REPUBLIKA.CO.ID,PAMEKASAN--Pemilihan Kepala Daerah (Pilkada) oleh DPRD bisa menekan praktik politik uang dan menekan biaya politik yang selama ini terlalu mahal, kata Dosen Ilmu Politik Universitas Madura (Unira) Pamekasan, Abu Bakar Basyarahil, di Pamekasan, Selasa.

"Memang ketika bupati dan wakil bupati dipilih oleh anggota dewan, tidak ada jaminan dalam proses pemilihan bebas dari praktik politik uang. Tapi setidaknya, dengan cara seperti itu, tidak akan banyak orang yang terlibat dalam praktik yang kurang baik bagi sistem demokrasi ini," katanya.
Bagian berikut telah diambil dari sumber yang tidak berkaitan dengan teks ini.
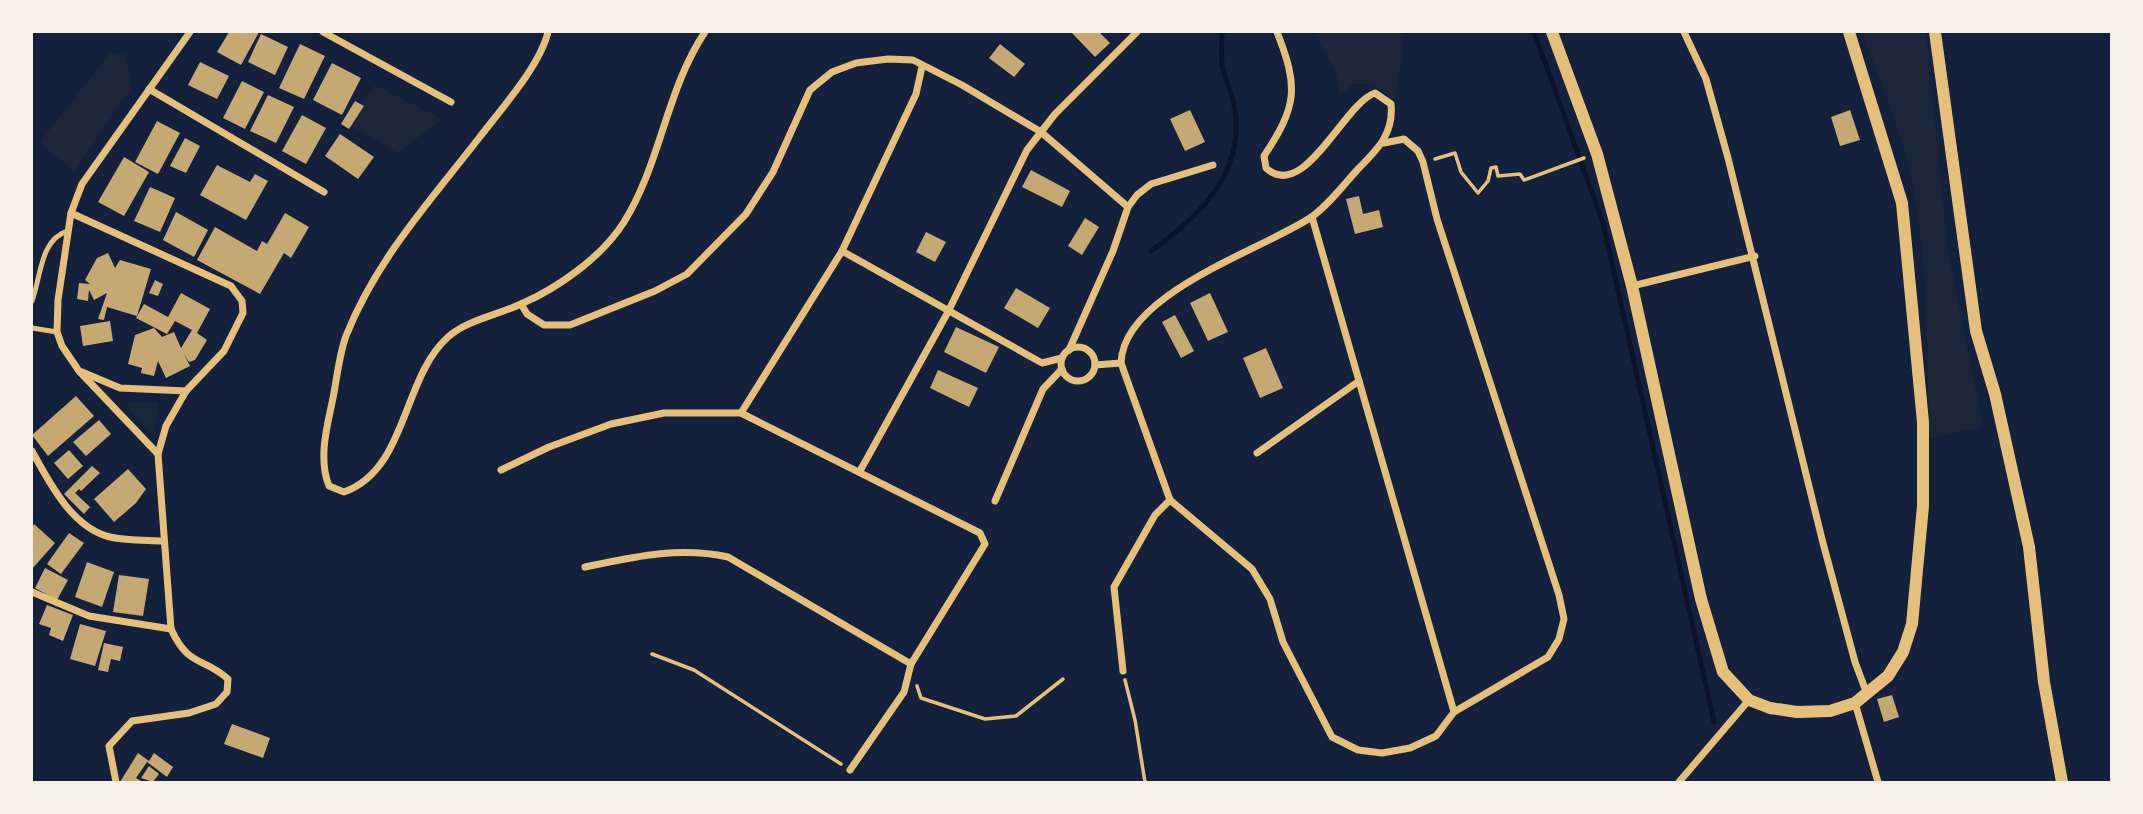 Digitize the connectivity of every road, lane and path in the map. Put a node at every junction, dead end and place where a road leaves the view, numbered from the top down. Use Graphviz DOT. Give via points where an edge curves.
graph roads {
  1 [pos="190,32"];
  2 [pos="323,32"];
  3 [pos="548,32"];
  4 [pos="705,32"];
  5 [pos="1137,32"];
  6 [pos="1277,32"];
  7 [pos="1552,32"];
  8 [pos="1684,32"];
  9 [pos="1849,32"];
  10 [pos="1935,32"];
  11 [pos="922,67"];
  12 [pos="149,89"];
  13 [pos="451,102"];
  14 [pos="1041,132"];
  15 [pos="1384,143"];
  16 [pos="1581,158"];
  17 [pos="1423,162"];
  18 [pos="1213,165"];
  19 [pos="324,191"];
  20 [pos="1128,207"];
  21 [pos="71,213"];
  22 [pos="1312,217"];
  23 [pos="68,231"];
  24 [pos="842,251"];
  25 [pos="1755,256"];
  26 [pos="1632,286"];
  27 [pos="32,301"];
  28 [pos="521,304"];
  29 [pos="948,312"];
  30 [pos="32,328"];
  31 [pos="57,332"];
  32 [pos="1069,350"];
  33 [pos="1062,358"];
  34 [pos="1121,363"];
  35 [pos="1095,365"];
  36 [pos="1062,369"];
  37 [pos="79,371"];
  38 [pos="1359,381"];
  39 [pos="186,391"];
  40 [pos="741,413"];
  41 [pos="32,452"];
  42 [pos="1257,453"];
  43 [pos="158,454"];
  44 [pos="501,470"];
  45 [pos="860,471"];
  46 [pos="1170,500"];
  47 [pos="995,501"];
  48 [pos="164,541"];
  49 [pos="585,567"];
  50 [pos="32,592"];
  51 [pos="171,629"];
  52 [pos="652,654"];
  53 [pos="911,664"];
  54 [pos="1123,671"];
  55 [pos="1063,678"];
  56 [pos="1868,694"];
  57 [pos="1749,699"];
  58 [pos="1854,703"];
  59 [pos="1454,712"];
  60 [pos="850,770"];
  61 [pos="116,782"];
  62 [pos="1145,782"];
  63 [pos="1679,782"];
  64 [pos="1878,782"];
  65 [pos="2062,782"];
  1 -- 12 [label="street"];
  2 -- 13 [label="street"];
  3 -- 28 [label="street" via="545,45 504,106 393,247 368,287 345,339 328,423 323,471 329,486 344,492 373,473 388,452 420,374 448,336"];
  4 -- 28 [label="street" via="687,58 640,191 623,223 600,252"];
  5 -- 14 [label="street"];
  6 -- 15 [label="street" via="1293,90 1284,127 1264,156 1266,168 1273,175 1287,176 1299,169 1328,144 1358,103 1376,93 1391,104"];
  7 -- 26 [label="street" via="1597,154"];
  8 -- 25 [label="street" via="1706,79"];
  9 -- 56 [label="street" via="1902,202 1923,422 1923,506 1912,624 1903,652 1888,676"];
  10 -- 65 [label="street" via="1976,331 2029,547 2044,682"];
  11 -- 14 [label="street"];
  11 -- 24 [label="street" via="921,81"];
  11 -- 28 [label="street" via="913,60 856,62 832,72 810,90 773,172 746,214 687,274 570,325 544,325"];
  12 -- 19 [label="street"];
  12 -- 21 [label="street" via="82,184"];
  14 -- 20 [label="street"];
  14 -- 29 [label="street" via="1027,150"];
  15 -- 17 [label="street" via="1404,139"];
  15 -- 22 [label="street"];
  16 -- 17 [label="path" via="1524,180 1520,174 1498,176 1496,166 1478,193 1461,172 1455,153"];
  17 -- 59 [label="street" via="1564,619 1548,657"];
  18 -- 20 [label="street" via="1151,184"];
  20 -- 32 [label="street"];
  21 -- 23 [label="street"];
  21 -- 39 [label="street" via="231,286 242,301 243,313 223,351"];
  22 -- 34 [label="street" via="1160,300 1122,347"];
  22 -- 38 [label="street"];
  23 -- 27 [label="lane" via="55,234 49,243"];
  23 -- 31 [label="street"];
  24 -- 29 [label="street"];
  24 -- 40 [label="street"];
  25 -- 26 [label="street"];
  25 -- 56 [label="street" via="1823,543"];
  26 -- 57 [label="street" via="1701,599 1723,672"];
  29 -- 33 [label="street" via="1042,363"];
  29 -- 45 [label="street"];
  30 -- 31 [label="lane"];
  31 -- 37 [label="street"];
  32 -- 33 [label="street"];
  32 -- 35 [label="street" via="1089,351"];
  33 -- 36 [label="street"];
  34 -- 35 [label="street"];
  34 -- 46 [label="street"];
  35 -- 36 [label="street" via="1083,380 1070,379"];
  36 -- 47 [label="street" via="1043,389"];
  37 -- 39 [label="street" via="120,388"];
  37 -- 43 [label="street"];
  38 -- 42 [label="street"];
  38 -- 59 [label="street"];
  39 -- 43 [label="street" via="166,426"];
  40 -- 44 [label="street" via="664,413 611,424"];
  40 -- 45 [label="street"];
  41 -- 48 [label="street" via="60,497 87,527 110,537"];
  43 -- 48 [label="street"];
  45 -- 53 [label="street" via="981,533 985,544"];
  46 -- 54 [label="street" via="1155,515 1114,587"];
  46 -- 59 [label="street" via="1252,569 1269,599 1288,653 1332,737 1358,750 1382,753 1410,748 1436,736"];
  48 -- 51 [label="street"];
  49 -- 53 [label="street" via="646,554 702,551 728,557"];
  50 -- 51 [label="street" via="89,616"];
  51 -- 61 [label="street" via="179,647 197,663 217,669 228,679 227,692 216,704 201,709 132,721 108,746"];
  52 -- 60 [label="path" via="694,670"];
  53 -- 55 [label="path" via="921,698 985,719 1016,716"];
  53 -- 60 [label="street" via="904,692"];
  54 -- 62 [label="path"];
  56 -- 58 [label="street"];
  57 -- 58 [label="street" via="1797,712 1830,711"];
  57 -- 63 [label="street"];
  58 -- 64 [label="street"];
}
Fakta yang terjadi selama pelaksanaan pilkada selama ini, hampir semua pemilih pernah berurusan dengan praktik politik uang untuk menetapkan dukungan pada salah satu pasangan calon.

Akan tetapi anehnya, praktik kurang baik dan kurang mendidik dalam proses demokratisasi itu sulit untuk dibuktikan, meskipun faktanya memang terjadi.

Para pemenang pilkada umumnya adalah pasangan calon yang banyak memiliki cukup modal, karena penentu kemenangan adalah uang, meski tidak semuanya.

"Jika calon pemilih dilokalisir, yakni hanya oleh wakil rakyat saja, maka saya yakin praktik politik uang akan bisa ditekan, sehingga biaya politik tidak terlalu tinggi," katanya.

Abu Bakar mengatakan, sistem pemilihan langsung memang merupakan sistem ideal, karena rakyat bisa memilih calon pemimpin yang diinginkan. Namun fakta yang terjadi selama ini, pemilihan yang dilakukan secara langsung itu dalam prosesnya juga tidak berlangsung secara ideal.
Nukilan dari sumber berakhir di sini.